Textile bulk commodity prices in week 23 of 2026 (June 8-12) showed structural divergence. The overall average change was -0.14%, but polyester filament yarns bucked the trend with gains, while natural fibers and nylon chains faced notable pressure. Behind these numbers lies a three-way tug-of-war among raw material cost pass-through, downstream demand rhythms, and inventory cycles.
Polyester Chain: Temperature Gap Between Filament and Staple
Polyester DTY rose 0.65% week-on-week, FDY gained 0.37%, and PTA edged up 0.28%, forming a moderate uptrend. Notably, PTA's year-on-year increase reached 35.62%, the highest among all textile categories. Cost-side support remains strong, but polyester staple fiber dipped 0.15%, indicating weak downstream buying interest for staple varieties.
The divergence between polyester filament and staple suggests stronger demand resilience from weaving mills for filament, while spinning mills show insufficient restocking appetite for staple. This aligns with the trend of rising woven product share in final garment orders and weaker knit product demand. For polyester filament suppliers, current profit margins are acceptable, but they should watch for potential PTA pullback risks.
Nylon and Cotton: Leading Declines, Pressure Transmits Midstream
Nylon POY led all declines at -1.43%, followed by cotton at -1.32% and raw silk at -0.68%. Nylon DTY also fell 0.37%, indicating a broad-based price decline across the nylon chain. Cotton's drop is particularly noteworthy—despite a year-on-year gain of 16.85%, the weekly decline exceeding 1% suggests earlier high prices are loosening.
The decline in nylon POY is linked to ample supply of upstream caprolactam. Since 2026, new caprolactam capacity has been gradually released, weakening raw material cost support, dragging down nylon chip prices and consequently POY quotes. For nylon weaving mills, lower raw material costs help ease profit pressure, but they must guard against inventory devaluation losses.
Cotton's decline more directly reflects weak demand. Downstream cotton yarn prices (21S, 32S) were flat this week, but trading volumes were thin, with spinners mostly on the sidelines. Cotton yarn year-on-year gains of only 4%-5% lag far behind cotton's 16.85%, indicating severely compressed margins for spinners. If cotton prices continue to fall, cotton yarn prices may follow suit.

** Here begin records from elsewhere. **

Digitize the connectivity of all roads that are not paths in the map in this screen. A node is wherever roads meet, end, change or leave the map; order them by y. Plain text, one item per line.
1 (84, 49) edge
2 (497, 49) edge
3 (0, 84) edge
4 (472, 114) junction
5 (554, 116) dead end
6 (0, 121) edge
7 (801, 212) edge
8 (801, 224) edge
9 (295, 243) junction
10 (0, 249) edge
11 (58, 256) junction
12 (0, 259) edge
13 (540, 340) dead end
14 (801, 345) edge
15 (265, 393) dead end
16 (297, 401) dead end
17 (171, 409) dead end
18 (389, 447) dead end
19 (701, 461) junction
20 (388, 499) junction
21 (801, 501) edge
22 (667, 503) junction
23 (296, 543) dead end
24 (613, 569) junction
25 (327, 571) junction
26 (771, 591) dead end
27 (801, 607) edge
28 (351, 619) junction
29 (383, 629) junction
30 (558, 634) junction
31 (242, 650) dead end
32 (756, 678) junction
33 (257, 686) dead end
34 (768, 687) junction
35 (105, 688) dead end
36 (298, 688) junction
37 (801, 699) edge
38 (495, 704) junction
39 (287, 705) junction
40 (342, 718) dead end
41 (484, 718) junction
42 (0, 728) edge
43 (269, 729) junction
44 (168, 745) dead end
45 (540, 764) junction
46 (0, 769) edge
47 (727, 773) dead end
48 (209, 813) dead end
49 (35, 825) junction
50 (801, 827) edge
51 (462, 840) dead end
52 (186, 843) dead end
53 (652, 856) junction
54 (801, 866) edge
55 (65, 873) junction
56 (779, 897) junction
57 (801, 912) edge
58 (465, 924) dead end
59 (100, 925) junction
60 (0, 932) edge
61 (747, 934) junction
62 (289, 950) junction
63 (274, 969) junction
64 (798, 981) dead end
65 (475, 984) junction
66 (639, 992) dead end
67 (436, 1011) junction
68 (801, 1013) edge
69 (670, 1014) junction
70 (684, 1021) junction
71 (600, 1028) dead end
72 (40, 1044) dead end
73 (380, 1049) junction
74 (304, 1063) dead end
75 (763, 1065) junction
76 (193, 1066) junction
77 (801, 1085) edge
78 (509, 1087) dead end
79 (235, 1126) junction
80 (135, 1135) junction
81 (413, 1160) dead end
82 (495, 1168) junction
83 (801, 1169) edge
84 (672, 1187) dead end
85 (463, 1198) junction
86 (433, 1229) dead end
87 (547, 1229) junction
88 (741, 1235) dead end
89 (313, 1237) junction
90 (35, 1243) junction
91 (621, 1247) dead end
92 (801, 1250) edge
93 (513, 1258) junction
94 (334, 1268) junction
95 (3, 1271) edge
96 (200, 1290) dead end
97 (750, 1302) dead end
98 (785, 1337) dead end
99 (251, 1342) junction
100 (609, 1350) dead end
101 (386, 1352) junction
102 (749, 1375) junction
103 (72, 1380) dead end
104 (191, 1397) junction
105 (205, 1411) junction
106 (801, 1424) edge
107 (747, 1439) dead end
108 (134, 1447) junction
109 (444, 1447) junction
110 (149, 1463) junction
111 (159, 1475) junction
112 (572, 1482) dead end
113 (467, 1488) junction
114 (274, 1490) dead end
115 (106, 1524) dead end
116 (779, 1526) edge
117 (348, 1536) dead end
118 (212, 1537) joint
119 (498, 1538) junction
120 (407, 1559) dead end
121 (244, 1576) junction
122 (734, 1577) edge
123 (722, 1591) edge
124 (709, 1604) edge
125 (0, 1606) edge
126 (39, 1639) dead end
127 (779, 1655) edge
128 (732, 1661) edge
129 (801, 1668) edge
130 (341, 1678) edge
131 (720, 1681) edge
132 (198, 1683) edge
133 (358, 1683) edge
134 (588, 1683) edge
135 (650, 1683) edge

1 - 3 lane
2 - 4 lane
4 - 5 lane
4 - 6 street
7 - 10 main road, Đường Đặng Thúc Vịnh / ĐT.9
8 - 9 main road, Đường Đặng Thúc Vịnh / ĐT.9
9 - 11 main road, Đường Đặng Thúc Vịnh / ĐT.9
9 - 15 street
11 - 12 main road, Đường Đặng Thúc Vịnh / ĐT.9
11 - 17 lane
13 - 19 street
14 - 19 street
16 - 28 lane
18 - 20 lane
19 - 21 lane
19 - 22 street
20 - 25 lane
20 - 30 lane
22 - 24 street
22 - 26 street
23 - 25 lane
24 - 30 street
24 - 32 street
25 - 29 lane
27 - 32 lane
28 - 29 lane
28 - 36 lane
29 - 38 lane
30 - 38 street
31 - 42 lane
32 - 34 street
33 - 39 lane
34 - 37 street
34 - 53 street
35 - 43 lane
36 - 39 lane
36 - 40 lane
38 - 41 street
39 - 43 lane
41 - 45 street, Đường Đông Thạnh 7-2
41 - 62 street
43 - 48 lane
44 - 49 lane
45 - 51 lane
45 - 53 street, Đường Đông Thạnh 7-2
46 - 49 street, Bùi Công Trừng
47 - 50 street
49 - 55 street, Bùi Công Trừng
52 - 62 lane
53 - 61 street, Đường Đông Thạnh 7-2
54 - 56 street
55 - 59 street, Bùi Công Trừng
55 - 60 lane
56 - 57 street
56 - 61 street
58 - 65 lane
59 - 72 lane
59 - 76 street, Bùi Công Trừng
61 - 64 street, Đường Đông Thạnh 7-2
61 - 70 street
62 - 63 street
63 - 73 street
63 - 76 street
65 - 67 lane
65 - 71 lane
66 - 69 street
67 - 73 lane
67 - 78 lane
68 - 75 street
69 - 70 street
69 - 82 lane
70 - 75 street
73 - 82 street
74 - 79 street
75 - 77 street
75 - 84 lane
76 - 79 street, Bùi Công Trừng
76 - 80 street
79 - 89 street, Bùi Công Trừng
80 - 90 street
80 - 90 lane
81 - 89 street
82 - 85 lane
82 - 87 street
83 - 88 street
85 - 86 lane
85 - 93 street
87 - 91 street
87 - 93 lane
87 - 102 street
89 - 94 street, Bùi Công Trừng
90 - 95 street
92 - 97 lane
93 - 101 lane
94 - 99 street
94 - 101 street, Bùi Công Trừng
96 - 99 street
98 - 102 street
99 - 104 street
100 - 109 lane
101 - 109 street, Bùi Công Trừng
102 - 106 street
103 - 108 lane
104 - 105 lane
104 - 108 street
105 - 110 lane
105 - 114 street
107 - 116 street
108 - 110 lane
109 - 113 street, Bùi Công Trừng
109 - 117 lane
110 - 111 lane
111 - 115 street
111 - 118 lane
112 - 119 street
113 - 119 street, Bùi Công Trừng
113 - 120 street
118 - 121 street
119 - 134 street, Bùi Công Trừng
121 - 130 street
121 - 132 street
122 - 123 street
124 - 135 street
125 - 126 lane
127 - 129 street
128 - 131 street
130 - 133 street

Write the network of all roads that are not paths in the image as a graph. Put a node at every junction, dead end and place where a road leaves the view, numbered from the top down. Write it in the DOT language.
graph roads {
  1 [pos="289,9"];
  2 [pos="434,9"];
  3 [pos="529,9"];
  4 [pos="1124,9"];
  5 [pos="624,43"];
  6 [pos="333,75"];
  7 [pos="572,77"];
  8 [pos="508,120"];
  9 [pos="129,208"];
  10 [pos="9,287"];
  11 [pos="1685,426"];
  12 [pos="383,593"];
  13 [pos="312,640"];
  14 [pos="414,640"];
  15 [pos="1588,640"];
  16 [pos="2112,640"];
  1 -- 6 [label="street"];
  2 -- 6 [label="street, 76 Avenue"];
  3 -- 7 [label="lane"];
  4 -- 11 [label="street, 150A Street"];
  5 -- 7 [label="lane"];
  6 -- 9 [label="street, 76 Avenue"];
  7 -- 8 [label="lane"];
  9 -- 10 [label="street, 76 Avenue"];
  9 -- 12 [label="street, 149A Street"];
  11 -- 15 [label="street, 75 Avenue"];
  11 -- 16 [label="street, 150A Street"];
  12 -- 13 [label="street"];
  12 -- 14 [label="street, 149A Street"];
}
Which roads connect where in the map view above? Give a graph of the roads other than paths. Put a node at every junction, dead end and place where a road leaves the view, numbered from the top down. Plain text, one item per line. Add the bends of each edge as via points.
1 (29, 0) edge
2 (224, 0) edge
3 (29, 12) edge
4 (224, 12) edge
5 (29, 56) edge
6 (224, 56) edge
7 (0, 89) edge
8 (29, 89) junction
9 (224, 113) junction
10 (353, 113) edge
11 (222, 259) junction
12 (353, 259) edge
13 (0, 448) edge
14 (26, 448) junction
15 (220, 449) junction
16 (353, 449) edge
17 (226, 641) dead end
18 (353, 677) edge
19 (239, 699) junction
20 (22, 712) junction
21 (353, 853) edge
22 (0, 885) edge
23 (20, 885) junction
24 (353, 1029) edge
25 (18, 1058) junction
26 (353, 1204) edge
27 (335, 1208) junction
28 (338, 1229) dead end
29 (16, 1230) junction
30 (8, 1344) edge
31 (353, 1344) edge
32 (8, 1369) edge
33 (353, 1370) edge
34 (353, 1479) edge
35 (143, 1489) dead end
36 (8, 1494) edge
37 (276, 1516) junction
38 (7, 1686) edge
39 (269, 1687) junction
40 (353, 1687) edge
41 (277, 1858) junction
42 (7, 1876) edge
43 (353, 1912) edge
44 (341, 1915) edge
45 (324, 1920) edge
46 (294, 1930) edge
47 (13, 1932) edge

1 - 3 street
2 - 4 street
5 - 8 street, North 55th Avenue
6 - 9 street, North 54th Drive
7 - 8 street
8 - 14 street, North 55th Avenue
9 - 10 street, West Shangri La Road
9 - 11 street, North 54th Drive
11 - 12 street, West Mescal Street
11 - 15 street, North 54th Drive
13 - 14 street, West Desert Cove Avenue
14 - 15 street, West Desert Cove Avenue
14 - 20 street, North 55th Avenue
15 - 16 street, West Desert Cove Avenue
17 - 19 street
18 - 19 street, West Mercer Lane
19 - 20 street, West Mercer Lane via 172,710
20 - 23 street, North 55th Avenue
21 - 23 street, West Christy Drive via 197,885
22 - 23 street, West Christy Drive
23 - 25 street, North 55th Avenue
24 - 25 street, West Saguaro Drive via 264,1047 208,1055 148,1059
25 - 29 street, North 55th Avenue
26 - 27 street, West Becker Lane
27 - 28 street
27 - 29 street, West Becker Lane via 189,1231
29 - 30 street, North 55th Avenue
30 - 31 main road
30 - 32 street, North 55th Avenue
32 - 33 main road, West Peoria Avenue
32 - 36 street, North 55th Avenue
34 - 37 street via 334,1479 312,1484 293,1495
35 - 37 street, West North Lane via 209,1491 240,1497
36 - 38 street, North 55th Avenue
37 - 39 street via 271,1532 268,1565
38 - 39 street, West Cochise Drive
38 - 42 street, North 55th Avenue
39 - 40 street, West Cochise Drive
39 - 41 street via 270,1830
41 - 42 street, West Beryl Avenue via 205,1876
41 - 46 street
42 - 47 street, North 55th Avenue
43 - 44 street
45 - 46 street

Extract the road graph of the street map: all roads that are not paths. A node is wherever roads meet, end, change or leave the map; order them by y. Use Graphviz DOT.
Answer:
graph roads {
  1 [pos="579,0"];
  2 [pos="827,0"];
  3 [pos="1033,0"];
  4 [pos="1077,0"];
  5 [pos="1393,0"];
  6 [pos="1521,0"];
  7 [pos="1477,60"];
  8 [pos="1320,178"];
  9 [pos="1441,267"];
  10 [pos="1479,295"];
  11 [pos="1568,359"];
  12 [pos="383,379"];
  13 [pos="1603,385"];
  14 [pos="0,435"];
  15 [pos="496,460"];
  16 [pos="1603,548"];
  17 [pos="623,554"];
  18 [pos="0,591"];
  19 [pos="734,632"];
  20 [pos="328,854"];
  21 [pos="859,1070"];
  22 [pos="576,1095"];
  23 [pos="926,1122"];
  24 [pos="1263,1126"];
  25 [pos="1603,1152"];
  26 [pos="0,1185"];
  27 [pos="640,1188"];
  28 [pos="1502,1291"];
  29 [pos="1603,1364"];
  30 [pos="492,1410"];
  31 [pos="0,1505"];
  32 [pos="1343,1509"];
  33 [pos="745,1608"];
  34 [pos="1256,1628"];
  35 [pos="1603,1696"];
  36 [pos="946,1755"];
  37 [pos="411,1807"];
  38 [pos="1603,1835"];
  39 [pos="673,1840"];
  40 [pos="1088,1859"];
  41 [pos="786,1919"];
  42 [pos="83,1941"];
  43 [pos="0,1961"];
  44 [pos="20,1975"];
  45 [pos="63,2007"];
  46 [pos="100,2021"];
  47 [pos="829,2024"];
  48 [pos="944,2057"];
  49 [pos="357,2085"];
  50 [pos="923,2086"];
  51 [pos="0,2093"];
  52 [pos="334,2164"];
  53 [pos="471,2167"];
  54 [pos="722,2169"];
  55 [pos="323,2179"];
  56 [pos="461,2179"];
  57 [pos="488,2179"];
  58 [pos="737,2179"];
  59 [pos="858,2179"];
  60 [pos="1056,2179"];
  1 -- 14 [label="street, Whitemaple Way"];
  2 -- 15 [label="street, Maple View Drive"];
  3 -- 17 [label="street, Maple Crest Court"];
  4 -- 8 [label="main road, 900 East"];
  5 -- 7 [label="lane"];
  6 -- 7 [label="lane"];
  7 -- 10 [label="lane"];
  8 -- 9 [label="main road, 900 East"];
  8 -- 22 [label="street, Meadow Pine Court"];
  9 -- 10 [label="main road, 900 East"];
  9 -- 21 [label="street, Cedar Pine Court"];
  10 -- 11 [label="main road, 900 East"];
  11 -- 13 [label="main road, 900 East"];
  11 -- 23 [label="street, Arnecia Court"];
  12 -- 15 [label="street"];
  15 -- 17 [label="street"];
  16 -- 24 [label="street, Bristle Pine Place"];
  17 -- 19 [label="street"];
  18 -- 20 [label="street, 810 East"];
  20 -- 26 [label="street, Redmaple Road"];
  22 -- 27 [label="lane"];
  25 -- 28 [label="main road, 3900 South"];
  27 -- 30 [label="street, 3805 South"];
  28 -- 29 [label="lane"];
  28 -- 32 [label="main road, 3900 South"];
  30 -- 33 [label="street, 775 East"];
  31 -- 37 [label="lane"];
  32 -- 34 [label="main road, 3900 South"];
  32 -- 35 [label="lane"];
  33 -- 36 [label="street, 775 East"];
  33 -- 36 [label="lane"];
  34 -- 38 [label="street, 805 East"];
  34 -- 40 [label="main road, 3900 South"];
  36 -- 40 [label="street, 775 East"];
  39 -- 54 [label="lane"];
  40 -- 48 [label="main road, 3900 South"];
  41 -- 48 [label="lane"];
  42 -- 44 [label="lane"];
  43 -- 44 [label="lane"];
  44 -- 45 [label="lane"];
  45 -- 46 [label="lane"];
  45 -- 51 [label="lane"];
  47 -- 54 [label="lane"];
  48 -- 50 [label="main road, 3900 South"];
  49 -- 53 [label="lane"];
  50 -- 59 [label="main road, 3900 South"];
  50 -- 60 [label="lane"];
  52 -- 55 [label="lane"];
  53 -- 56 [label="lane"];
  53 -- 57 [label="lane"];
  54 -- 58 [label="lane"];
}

Spandex and Viscose: High-Level Sidelines, Awaiting Direction
Spandex prices remained flat at 29,833 yuan/ton for consecutive weeks, up 21.77% year-on-year. Viscose staple fiber also plateaued at 14,060 yuan/ton, up 6.84% YoY. The stalemate reflects a standoff between upstream cost support and downstream buyer resistance to high prices.
Spandex's high-level plateau is particularly telling. As a key raw material for stretch fabrics, spandex prices have climbed since H2 2025, but demand growth slowed in Q2 2026. If garment export orders fail to pick up in Q3, spandex prices may face downward pressure.